0001100000001011 000000001110010

since it’s really hard to operate with such long numbers, the assembly represents the machine code to the user with a set of mnemonics, such as:

mov r0,0x7c0

RISC

We have 16 RISC CPUs available, but what does the "RISC" mean?

RISC stands for "reduced instruction set computer", the term "reduced" in that phrase was intended to describe the fact that the amount of work any single instruction accomplishes is reduced at most a single data memory cycle-compared to the "complex instructions" of CISC CPUs that may require dozens of data memory cycles in order to execute a single instruction (source: wikipedia).

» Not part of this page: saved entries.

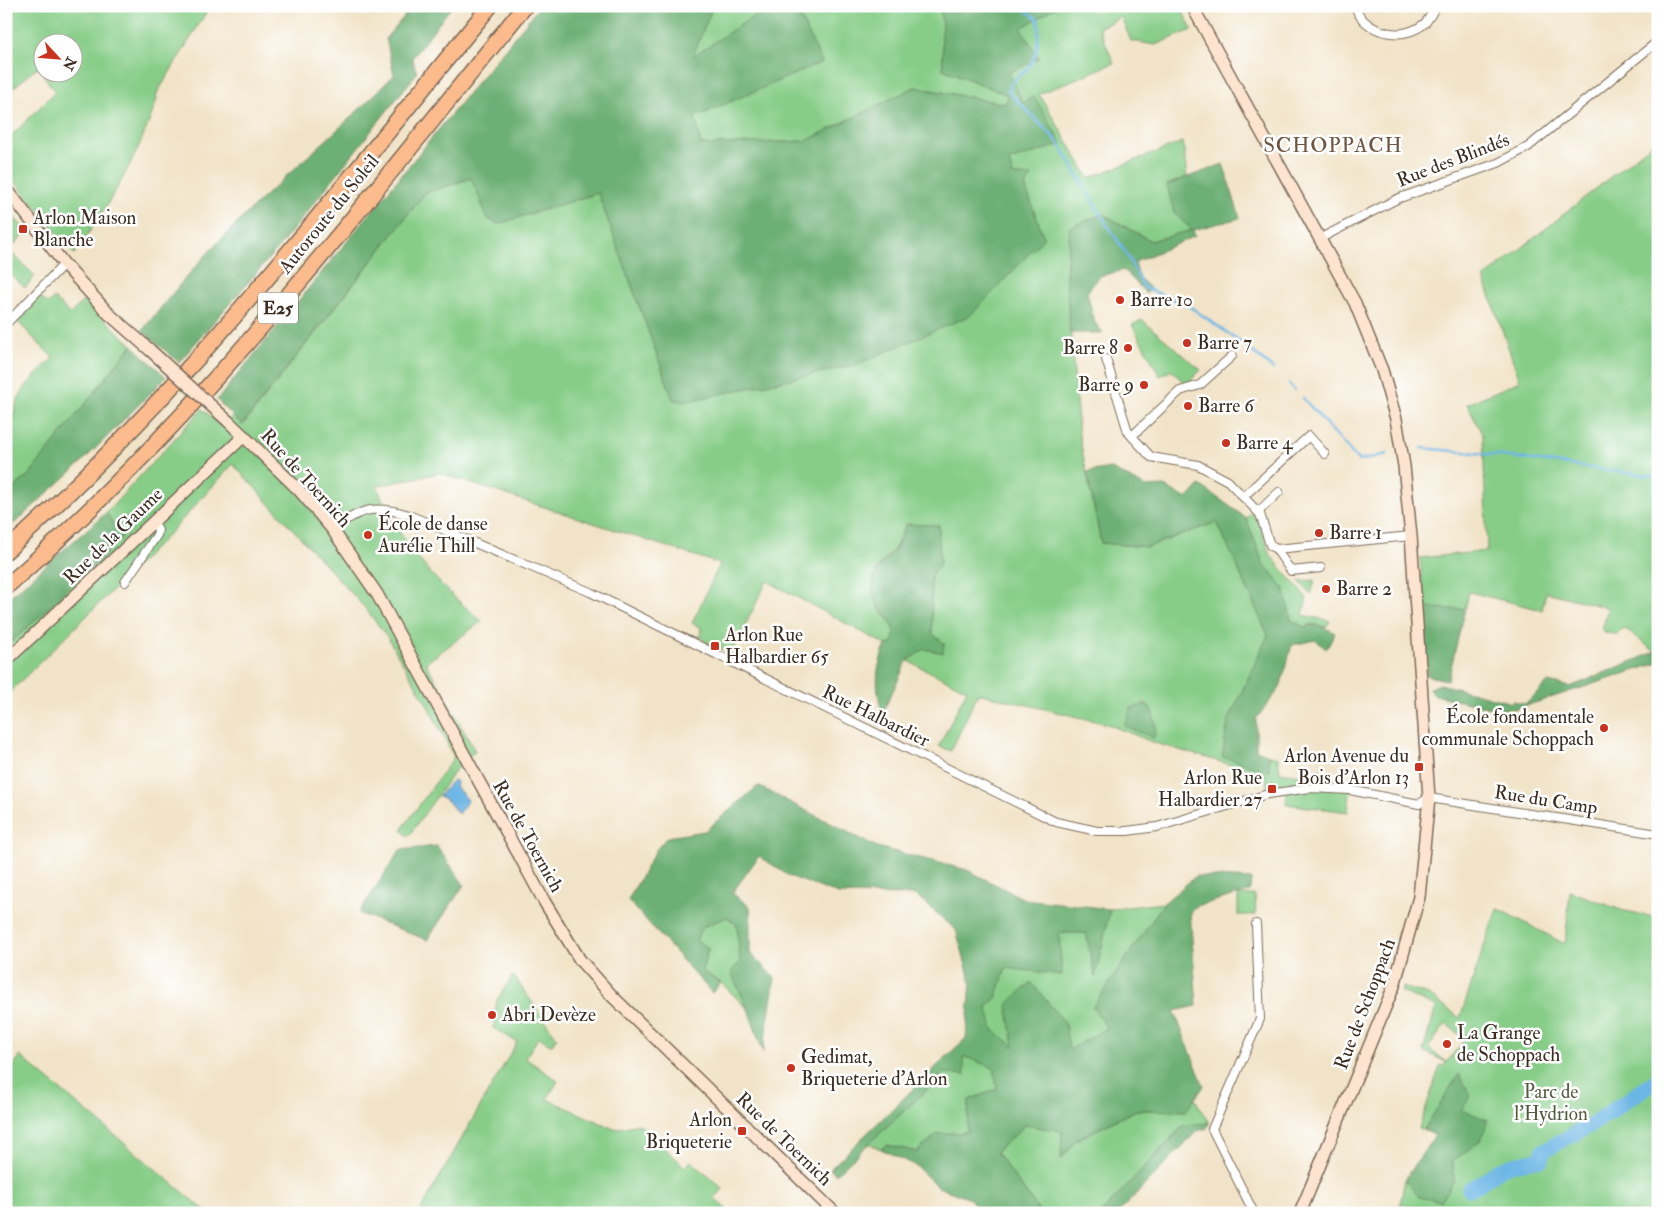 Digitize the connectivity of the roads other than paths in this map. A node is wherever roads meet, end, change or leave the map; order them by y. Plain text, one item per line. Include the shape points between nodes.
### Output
1 (490, 6) edge
2 (525, 6) edge
3 (1192, 6) edge
4 (1355, 6) edge
5 (1436, 6) edge
6 (1658, 41) edge
7 (6, 188) edge
8 (1320, 238) junction
9 (64, 264) junction
10 (6, 324) edge
11 (1232, 356) dead end
12 (1106, 359) dead end
13 (244, 436) junction
14 (1132, 436) junction
15 (1325, 454) dead end
16 (1279, 492) dead end
17 (1243, 497) junction
18 (1258, 512) junction
19 (154, 521) junction
20 (332, 529) junction
21 (1411, 536) junction
22 (1276, 550) junction
23 (6, 552) edge
24 (1321, 568) dead end
25 (125, 582) dead end
26 (6, 587) edge
27 (6, 661) edge
28 (1429, 798) junction
29 (1658, 834) edge
30 (1256, 924) dead end
31 (836, 1213) edge
32 (1254, 1213) edge
33 (1300, 1213) edge

1 - 23 highway, Autoroute du Soleil / E25 via 205,351 97,467
2 - 26 highway, Autoroute du Soleil / E25 via 225,369 115,487
3 - 8 main road, Rue de Schoppach
4 - 5 street via 1371,27 1389,34 1417,28 1425,23
6 - 8 street, Rue des Blindés via 1528,147 1498,164 1396,199
7 - 9 main road
8 - 21 main road, Rue de Schoppach via 1355,303 1382,370 1396,419
9 - 10 street
9 - 13 main road, Rue de Toernich, bridge via 109,314
11 - 14 street via 1200,385 1180,391
12 - 14 street via 1128,432
13 - 19 main road, Rue de la Gaume
13 - 20 main road, Rue de Toernich via 299,490
14 - 17 street via 1151,456 1198,465 1228,481
15 - 17 street via 1309,436
16 - 18 street
17 - 18 street
18 - 22 street via 1270,545
19 - 25 street via 158,530 156,535
19 - 27 main road, Rue de la Gaume
20 - 28 street, Rue Halbardier via 356,513 377,508 409,515 590,592 1056,822 1097,831 1127,831 1157,826 1268,794 1310,788 1350,790 1419,804
20 - 31 main road, Rue de Toernich via 377,594 496,815 580,960 613,997
21 - 22 street
21 - 28 main road, Rue de Schoppach
22 - 24 street via 1291,570
28 - 29 street, Rue du Camp
28 - 33 main road, Rue de Schoppach via 1419,897 1404,956
30 - 32 street via 1260,1019 1212,1129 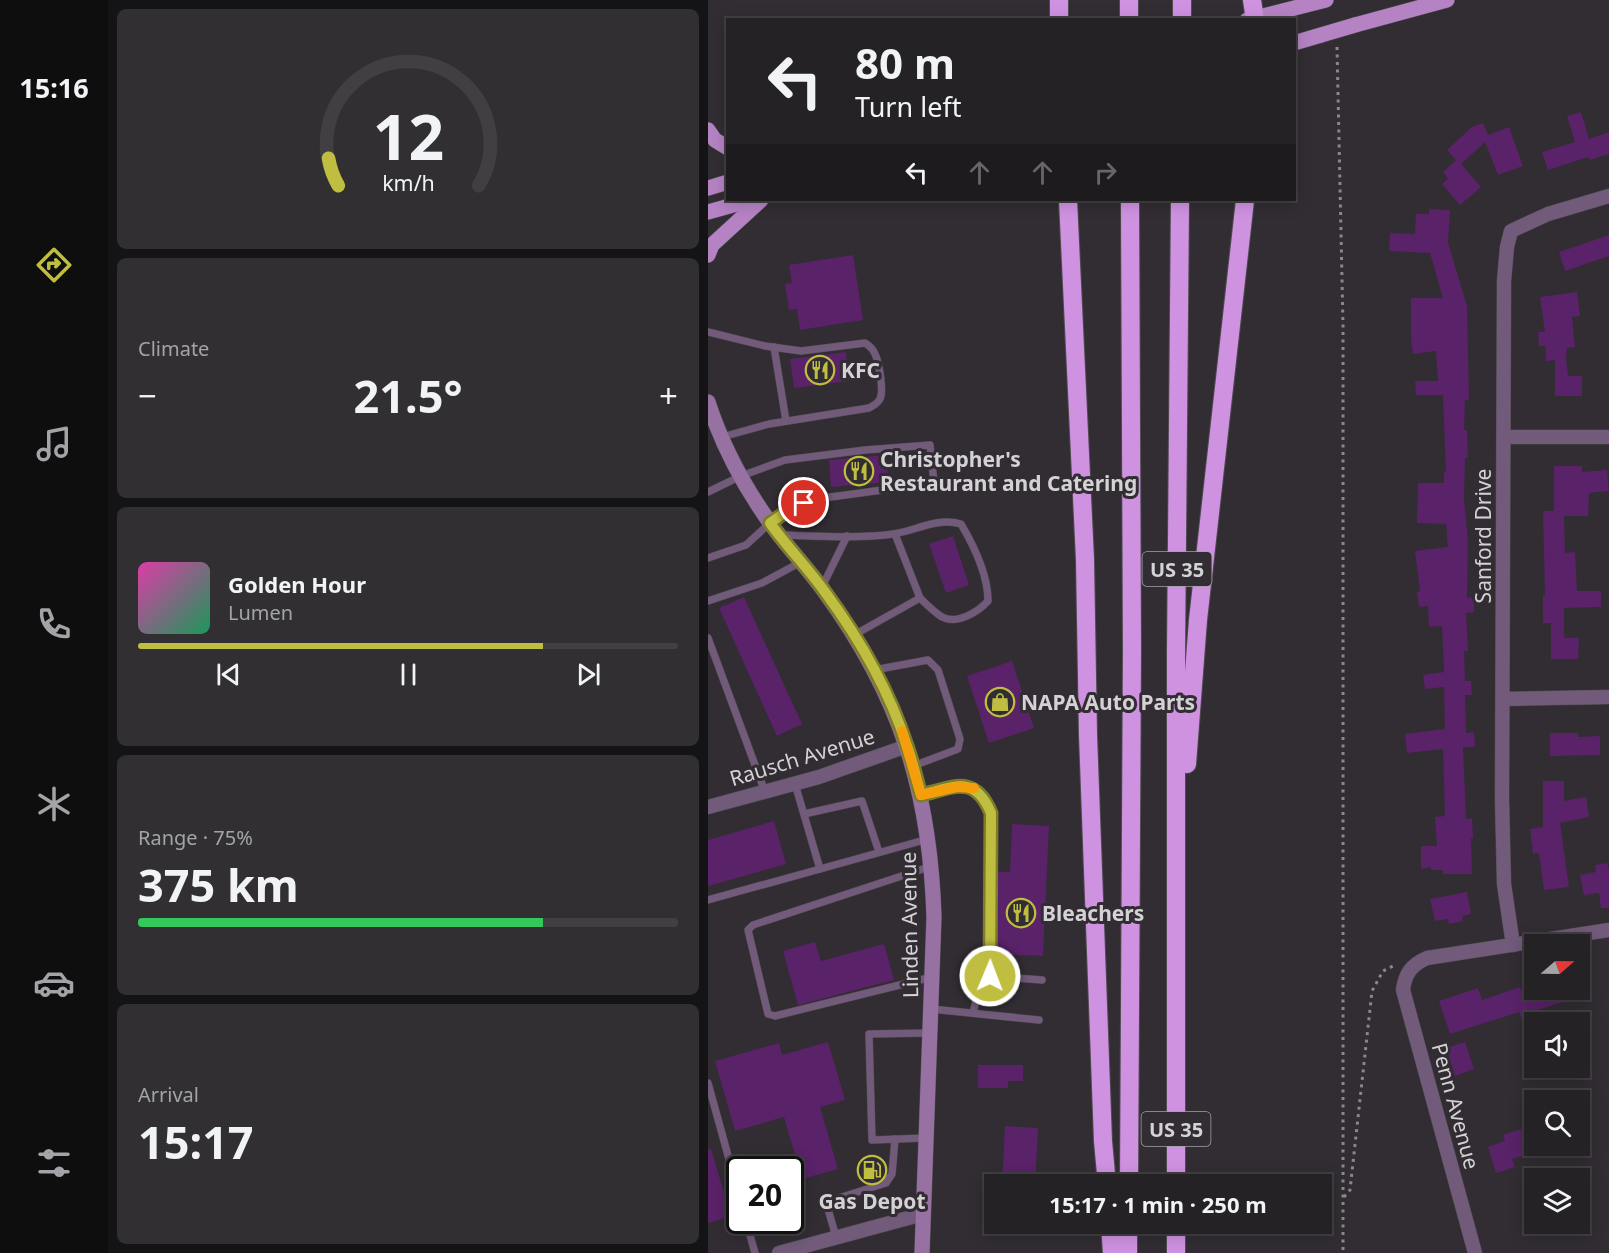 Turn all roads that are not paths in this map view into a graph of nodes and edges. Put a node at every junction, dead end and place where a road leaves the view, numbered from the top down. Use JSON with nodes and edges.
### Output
{"nodes":[{"id":1,"x":1059,"y":0,"type":"edge"},
{"id":2,"x":1129,"y":0,"type":"edge"},
{"id":3,"x":1182,"y":0,"type":"edge"},
{"id":4,"x":1447,"y":0,"type":"edge"},
{"id":5,"x":1321,"y":1,"type":"edge"},
{"id":6,"x":1252,"y":14,"type":"edge"},
{"id":7,"x":1059,"y":18,"type":"edge"},
{"id":8,"x":1129,"y":18,"type":"edge"},
{"id":9,"x":1182,"y":18,"type":"edge"},
{"id":10,"x":1296,"y":42,"type":"edge"},
{"id":11,"x":708,"y":130,"type":"edge"},
{"id":12,"x":726,"y":147,"type":"edge"},
{"id":13,"x":726,"y":183,"type":"edge"},
{"id":14,"x":708,"y":188,"type":"edge"},
{"id":15,"x":1609,"y":196,"type":"edge"},
{"id":16,"x":747,"y":201,"type":"edge"},
{"id":17,"x":760,"y":201,"type":"edge"},
{"id":18,"x":1068,"y":201,"type":"edge"},
{"id":19,"x":1130,"y":201,"type":"edge"},
{"id":20,"x":1180,"y":201,"type":"edge"},
{"id":21,"x":1245,"y":201,"type":"edge"},
{"id":22,"x":708,"y":212,"type":"edge"},
{"id":23,"x":708,"y":255,"type":"edge"},
{"id":24,"x":708,"y":332,"type":"edge"},
{"id":25,"x":774,"y":347,"type":"junction"},
{"id":26,"x":708,"y":402,"type":"edge"},
{"id":27,"x":786,"y":421,"type":"junction"},
{"id":28,"x":722,"y":437,"type":"junction"},
{"id":29,"x":1505,"y":437,"type":"junction"},
{"id":30,"x":1609,"y":437,"type":"edge"},
{"id":31,"x":741,"y":476,"type":"junction"},
{"id":32,"x":708,"y":492,"type":"edge"},
{"id":33,"x":775,"y":529,"type":"junction"},
{"id":34,"x":895,"y":534,"type":"junction"},
{"id":35,"x":847,"y":536,"type":"junction"},
{"id":36,"x":708,"y":558,"type":"edge"},
{"id":37,"x":801,"y":562,"type":"junction"},
{"id":38,"x":822,"y":587,"type":"junction"},
{"id":39,"x":920,"y":598,"type":"junction"},
{"id":40,"x":708,"y":601,"type":"edge"},
{"id":41,"x":854,"y":635,"type":"junction"},
{"id":42,"x":708,"y":638,"type":"edge"},
{"id":43,"x":874,"y":670,"type":"junction"},
{"id":44,"x":1609,"y":697,"type":"edge"},
{"id":45,"x":1504,"y":699,"type":"junction"},
{"id":46,"x":908,"y":746,"type":"junction"},
{"id":47,"x":913,"y":766,"type":"junction"},
{"id":48,"x":795,"y":784,"type":"junction"},
{"id":49,"x":765,"y":792,"type":"junction"},
{"id":50,"x":921,"y":795,"type":"junction"},
{"id":51,"x":708,"y":807,"type":"edge"},
{"id":52,"x":804,"y":814,"type":"junction"},
{"id":53,"x":928,"y":838,"type":"junction"},
{"id":54,"x":879,"y":852,"type":"junction"},
{"id":55,"x":932,"y":866,"type":"junction"},
{"id":56,"x":820,"y":869,"type":"junction"},
{"id":57,"x":708,"y":900,"type":"edge"},
{"id":58,"x":1609,"y":930,"type":"edge"},
{"id":59,"x":1176,"y":939,"type":"junction"},
{"id":60,"x":1513,"y":945,"type":"junction"},
{"id":61,"x":990,"y":976,"type":"junction"},
{"id":62,"x":932,"y":977,"type":"junction"},
{"id":63,"x":1042,"y":980,"type":"dead end"},
{"id":64,"x":930,"y":1009,"type":"junction"},
{"id":65,"x":973,"y":1013,"type":"junction"},
{"id":66,"x":1039,"y":1020,"type":"dead end"},
{"id":67,"x":930,"y":1033,"type":"junction"},
{"id":68,"x":708,"y":1083,"type":"edge"},
{"id":69,"x":925,"y":1138,"type":"junction"},
{"id":70,"x":895,"y":1139,"type":"junction"},
{"id":71,"x":728,"y":1156,"type":"edge"},
{"id":72,"x":1106,"y":1174,"type":"edge"},
{"id":73,"x":1129,"y":1174,"type":"edge"},
{"id":74,"x":1176,"y":1174,"type":"edge"},
{"id":75,"x":923,"y":1214,"type":"junction"},
{"id":76,"x":750,"y":1234,"type":"edge"},
{"id":77,"x":1111,"y":1234,"type":"edge"},
{"id":78,"x":1128,"y":1234,"type":"edge"},
{"id":79,"x":1176,"y":1234,"type":"edge"},
{"id":80,"x":836,"y":1237,"type":"junction"},
{"id":81,"x":755,"y":1253,"type":"edge"},
{"id":82,"x":779,"y":1253,"type":"edge"},
{"id":83,"x":922,"y":1253,"type":"edge"},
{"id":84,"x":1113,"y":1253,"type":"edge"},
{"id":85,"x":1128,"y":1253,"type":"edge"},
{"id":86,"x":1176,"y":1253,"type":"edge"},
{"id":87,"x":1475,"y":1253,"type":"edge"}],
"edges":[{"from":1,"to":7,"type":"highway"},
{"from":2,"to":8,"type":"highway"},
{"from":3,"to":9,"type":"highway"},
{"from":4,"to":10,"type":"main road","bridge":true},
{"from":5,"to":6,"type":"main road"},
{"from":11,"to":12,"type":"main road"},
{"from":13,"to":14,"type":"main road"},
{"from":15,"to":29,"type":"street","name":"Sanford Drive"},
{"from":16,"to":22,"type":"main road"},
{"from":17,"to":23,"type":"main road"},
{"from":18,"to":72,"type":"highway"},
{"from":19,"to":73,"type":"highway","number":"US 35"},
{"from":20,"to":59,"type":"highway","number":"US 35"},
{"from":21,"to":59,"type":"highway"},
{"from":24,"to":25,"type":"lane"},
{"from":25,"to":27,"type":"lane"},
{"from":25,"to":27,"type":"lane"},
{"from":26,"to":28,"type":"main road","name":"Linden Avenue"},
{"from":27,"to":28,"type":"lane"},
{"from":28,"to":31,"type":"main road","name":"Linden Avenue"},
{"from":29,"to":30,"type":"street"},
{"from":29,"to":45,"type":"street","name":"Sanford Drive"},
{"from":31,"to":32,"type":"lane"},
{"from":31,"to":33,"type":"main road","name":"Linden Avenue"},
{"from":31,"to":33,"type":"lane"},
{"from":33,"to":35,"type":"lane"},
{"from":33,"to":36,"type":"lane"},
{"from":33,"to":37,"type":"main road","name":"Linden Avenue"},
{"from":34,"to":35,"type":"lane"},
{"from":34,"to":39,"type":"lane"},
{"from":34,"to":39,"type":"lane"},
{"from":35,"to":38,"type":"lane"},
{"from":37,"to":38,"type":"main road","name":"Linden Avenue"},
{"from":37,"to":40,"type":"lane"},
{"from":38,"to":41,"type":"main road","name":"Linden Avenue"},
{"from":39,"to":41,"type":"lane"},
{"from":41,"to":43,"type":"main road","name":"Linden Avenue"},
{"from":42,"to":49,"type":"lane"},
{"from":43,"to":46,"type":"main road","name":"Linden Avenue"},
{"from":43,"to":47,"type":"lane"},
{"from":44,"to":45,"type":"street"},
{"from":45,"to":60,"type":"street","name":"Sanford Drive"},
{"from":46,"to":47,"type":"main road","name":"Linden Avenue"},
{"from":46,"to":48,"type":"street","name":"Rausch Avenue"},
{"from":47,"to":50,"type":"main road","name":"Linden Avenue"},
{"from":48,"to":49,"type":"street","name":"Rausch Avenue"},
{"from":48,"to":52,"type":"lane"},
{"from":49,"to":51,"type":"street","name":"Rausch Avenue"},
{"from":50,"to":53,"type":"main road","name":"Linden Avenue"},
{"from":50,"to":61,"type":"lane"},
{"from":52,"to":54,"type":"lane"},
{"from":52,"to":56,"type":"lane"},
{"from":53,"to":54,"type":"lane"},
{"from":53,"to":55,"type":"main road","name":"Linden Avenue"},
{"from":54,"to":56,"type":"lane"},
{"from":55,"to":62,"type":"main road","name":"Linden Avenue"},
{"from":55,"to":62,"type":"lane"},
{"from":56,"to":57,"type":"lane"},
{"from":58,"to":60,"type":"street"},
{"from":59,"to":74,"type":"highway","number":"US 35"},
{"from":60,"to":87,"type":"street","name":"Penn Avenue"},
{"from":61,"to":63,"type":"lane"},
{"from":61,"to":65,"type":"lane"},
{"from":62,"to":64,"type":"main road","name":"Linden Avenue"},
{"from":64,"to":65,"type":"lane"},
{"from":64,"to":67,"type":"main road","name":"Linden Avenue"},
{"from":65,"to":66,"type":"lane"},
{"from":67,"to":69,"type":"main road","name":"Linden Avenue"},
{"from":67,"to":70,"type":"lane"},
{"from":68,"to":71,"type":"lane"},
{"from":69,"to":70,"type":"lane"},
{"from":69,"to":75,"type":"main road","name":"Linden Avenue"},
{"from":70,"to":80,"type":"lane"},
{"from":75,"to":80,"type":"street"},
{"from":75,"to":83,"type":"main road","name":"Linden Avenue"},
{"from":76,"to":81,"type":"lane"},
{"from":77,"to":84,"type":"highway"},
{"from":78,"to":85,"type":"highway"},
{"from":79,"to":86,"type":"highway"},
{"from":80,"to":82,"type":"street"}]}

In short, a RISC CPU has a small set of simple and general instructions rather than a large set of complex ones.

Instructions

The Epiphany assembler instructions are presented on the chart below. If you have ever written any assembly, you can notice there similarity but also some differences such as "mov" family.
Please note that I shamelessly copied the image from Epiphany-V sheet (not Epiphany-III), so there are some minor changes.

One quite interesting thing you will notice is the split-width instruction encoding method used in Epiphany ISA. This is, all instructions are available as both 16- and 32-bit, with the instruction width depending on the registers used in operation. Any command that uses registers 0 through 7 only and does not have a large immediate constant is encoded as a 16-bit instruction.
Commands that use higher-numbered registers are encoded as 32-bit instructions.

For example a move command with small immediate constant (ie. value) is translated to 32-bit instruction:

mov r0,0x7c0 -> 0001100000001011 000000001110010 (<- 32 bits)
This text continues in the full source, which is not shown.